Because vitamin B6 is found in many foods, deficiency is uncommon, except
in severe malnutrition, which can result from impaired absorption of food,
alcoholism, excessive loss of vitamin B6 during haemodialysis, and use of
drugs that deplete vitamin B6 stored in the body. Peripheral neuropathy and
pellagra-like syndrome are caused by vitamin B6 deficiency.

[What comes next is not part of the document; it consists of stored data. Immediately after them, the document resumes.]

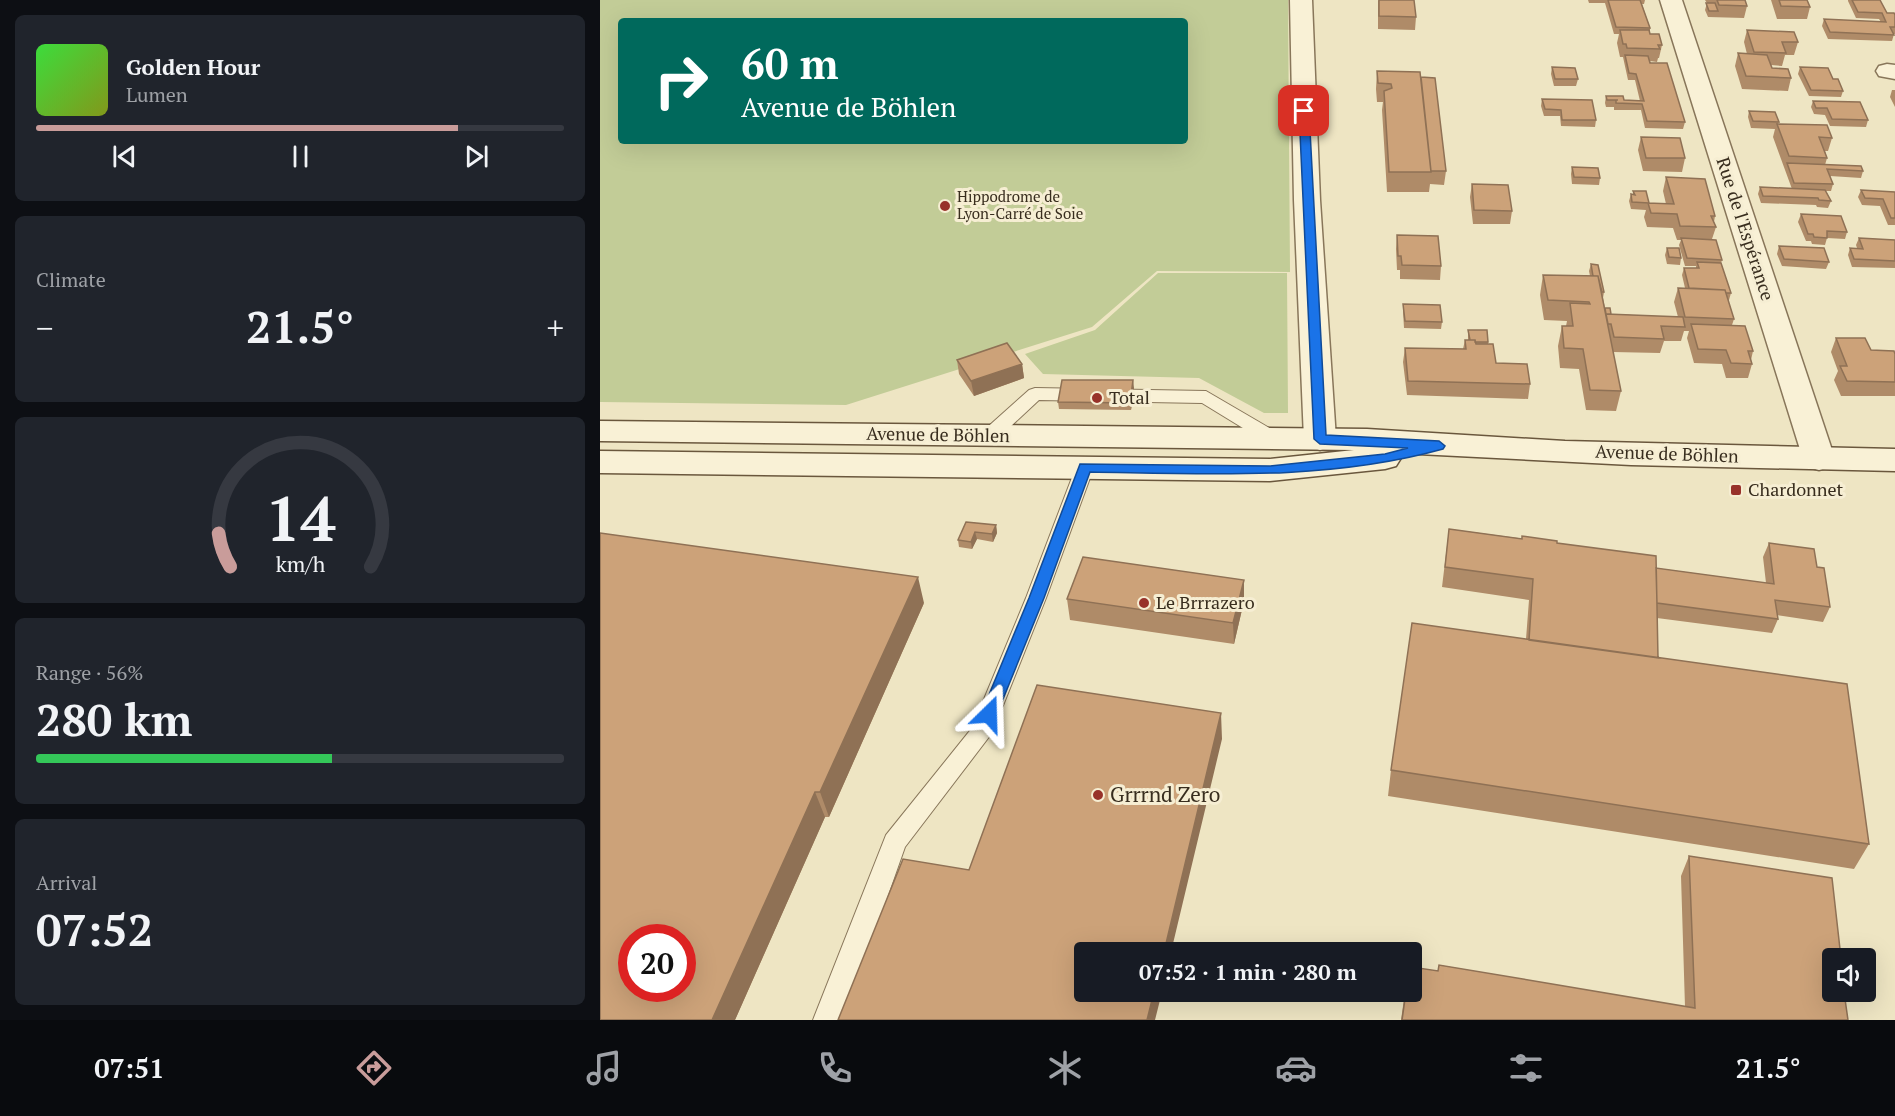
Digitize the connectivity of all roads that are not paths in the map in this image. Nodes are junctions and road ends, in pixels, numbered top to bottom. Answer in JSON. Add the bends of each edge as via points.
{"nodes":[{"id":1,"x":1301,"y":0,"type":"edge"},
{"id":2,"x":1671,"y":0,"type":"edge"},
{"id":3,"x":600,"y":431,"type":"edge"},
{"id":4,"x":989,"y":436,"type":"junction"},
{"id":5,"x":1320,"y":439,"type":"junction"},
{"id":6,"x":1276,"y":440,"type":"junction"},
{"id":7,"x":1439,"y":446,"type":"junction"},
{"id":8,"x":1819,"y":459,"type":"junction"},
{"id":9,"x":1895,"y":460,"type":"edge"},
{"id":10,"x":600,"y":462,"type":"edge"},
{"id":11,"x":1085,"y":467,"type":"junction"},
{"id":12,"x":1178,"y":469,"type":"junction"},
{"id":13,"x":826,"y":1020,"type":"edge"}],
"edges":[{"from":1,"to":5,"type":"main road","via":[[1306,200]]},
{"from":2,"to":8,"type":"main road","name":"Rue de l'Espérance"},
{"from":3,"to":4,"type":"main road","name":"Avenue de Böhlen"},
{"from":4,"to":6,"type":"main road","name":"Avenue de Böhlen"},
{"from":4,"to":6,"type":"lane","via":[[1035,394],[1206,397]]},
{"from":5,"to":6,"type":"main road","name":"Avenue de Böhlen"},
{"from":5,"to":7,"type":"main road","name":"Avenue de Böhlen"},
{"from":6,"to":12,"type":"main road","name":"Avenue de Böhlen","via":[[1275,455]]},
{"from":7,"to":8,"type":"main road","name":"Avenue de Böhlen"},
{"from":7,"to":12,"type":"main road","name":"Avenue de Böhlen","via":[[1385,458],[1270,470]]},
{"from":8,"to":9,"type":"main road","name":"Avenue de Böhlen"},
{"from":10,"to":11,"type":"main road","name":"Avenue de Böhlen"},
{"from":11,"to":12,"type":"main road","name":"Avenue de Böhlen"},
{"from":11,"to":13,"type":"lane","via":[[981,733],[895,842]]}]}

 Thiamine (vitamin B1)- It is found in moderate amounts in all nutritious foods,
including pork, whole-grain or enriched breads and cereals, legumes, nuts,
and seeds. Thiamine deficiency can cause a drop in heart rate, which can lead
to fatigue and dizziness.
 Riboflavin (vitamin B2) is found in milk and milk products, leafy green
vegetables, whole-grain, enriched breads, and cereals. Fatigue, swollen
throat, blurred vision, and depression can all result from riboflavin
deficiency. It has the potential to cause skin cracking, itching, and dermatitis
around the mouth.

(20pts) 9) Describe in detail the differences of metabolism among protein, lipids


and carbohydrates. Provide examples.
Biomolecules such as carbohydrates, proteins, and lipids are stored in an
absorptive state and oxidized for energy production in a starvation state. Absorption
occurs with biomolecules such as carbohydrates, proteins, and lipids. Carbohydrates
are broken down into glucose, which is then stored as fat or glycogen, synthesized
into other compounds, and oxidized energy, leading to Acetyl-CoA and the Kreb's
cycle, which produces ATP for body fuel. Proteins are broken down into amino acids,
and using the transamination metabolic pathway, amino acids are synthesized into
new protein compounds and oxidized energy, which leads to Acetyl-CoA and then
the Kreb's cycle, which produces ATP for body fuel. Finally, fats are broken down
into fatty acids and glycerol, and through the metabolic pathway of beta-oxidation,
glycerol and fatty acids are stored as triglycerides in fat cells, synthesized into
cellular membranes, and oxidized energy, leading to Acetyl-CoA and then Kreb's
cycle to create ATP for body fuel. During a fat-starvation state, fatty acids are
converted to ketone bodies for use as body fuels, and glycerol is converted to
glucose for use as brain or body cell fuel.